Your music minister is more concerned that the choir trills their r’s correctly than that they fill the sanctuary with loud sounds of battle.
The worship team gravitates toward “Jesus is my girlfriend” songs, and their facial expressions while up front are those of guys in the backseats of their cars, having just gotten to second base with their actual girlfriends;
The minister wears a robe, but the effect is not that of being robed for battle. If that same minister were to wear a kilt, everybody would think it was a skirt from a nearby all-girls private school. But, contrariwise, if the minister were able to wear a kilt in such a way as to terrify sinners with the imagined sound of skirling bagpipes, and the sounds of a small version of Armageddon across the misty moors, and the sermon text were a claymore whistling over their heads, then that kind of man could think about a robe if he wanted.
Notice how Wilson uses words of battle and violence to describe his masculine worship ideal. Those men who do not delight in battle are wussy emoters. To repeat, violence and aggression are manly, intimacy and emotions other than wrath are feminine. Of course, the God of the Bible delights to do battle against his enemies; He is a warrior indeed (Isaiah 42:13)! Yes, Christ will return on a white horse with fiery eyes and a sharp sword (Revelation 19), but he also suffered the little children to come unto him (Matthew 19:14). Nor was Christ afraid to wear his emotions on his sleeve; he was a man of sorrows, much acquainted with our griefs. He wept with Lazarus’s friends (John 11:32-36) and sorrowed over those in Jerusalem who would soon crucify him (Luke 19:41-42). Masculinity can be martial, but it can also be tender, emotional, and intimate. Our ideas of manhood should reflect Christ’s robust masculinity, not be reduced to a militant caricature more informed by spaghetti Westerns than by Scripture.

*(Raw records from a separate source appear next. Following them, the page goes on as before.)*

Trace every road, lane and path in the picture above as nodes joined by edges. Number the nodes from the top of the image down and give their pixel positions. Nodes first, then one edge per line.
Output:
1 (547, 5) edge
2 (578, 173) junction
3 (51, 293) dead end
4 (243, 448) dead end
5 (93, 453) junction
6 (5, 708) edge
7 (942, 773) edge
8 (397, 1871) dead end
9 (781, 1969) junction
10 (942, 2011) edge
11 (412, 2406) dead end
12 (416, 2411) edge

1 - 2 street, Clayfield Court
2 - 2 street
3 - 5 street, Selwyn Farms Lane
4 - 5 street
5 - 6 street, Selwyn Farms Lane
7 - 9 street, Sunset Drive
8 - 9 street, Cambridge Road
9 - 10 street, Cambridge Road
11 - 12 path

So what is our takeaway from these examples of evangelicals reading culturally-informed gender norms back into Scripture? First, we are fighting the wrong battles. A large segment of conservative evangelicalism has decided to die on the hill of traditional, Biblical masculinity when that hill is neither all that traditional nor necessarily Biblical. Rather than fighting to keep our wives at home, we ought to be showing how the gospel applies to women in the workplace and to men at home. We do not make much of the gospel by shifting the focus of our preaching and teaching to the defense of questionable gender norms. Second, we need to denounce evangelicals who stray into unbiblical rhetoric and behavior because of their elevation of contemporary gender norms to the level of Scripture. Unfortunately, evangelicals were not the loudest voices condemning the recent words of Baptist Pastor Sean Harris. Third, if we want to understand which of our contemporary gender norms are the products of broader cultural influences, then we desperately need evangelical gender historians. As it is, we typically cede gender history to those who are the least sympathetic to evangelicalism. Similarly, we need to send vastly more conservative evangelical women to seminary, training them as professional theologians rather than shunting them off into “Women’s Ministries” degrees. Fourth, let us avoid turning the complementarian position into a kind of “complementarianism+,” which defends culturally-constructed gender norms as vehemently as it does the gospel itself. Male ecclesiastical authority can stand on Scripture alone.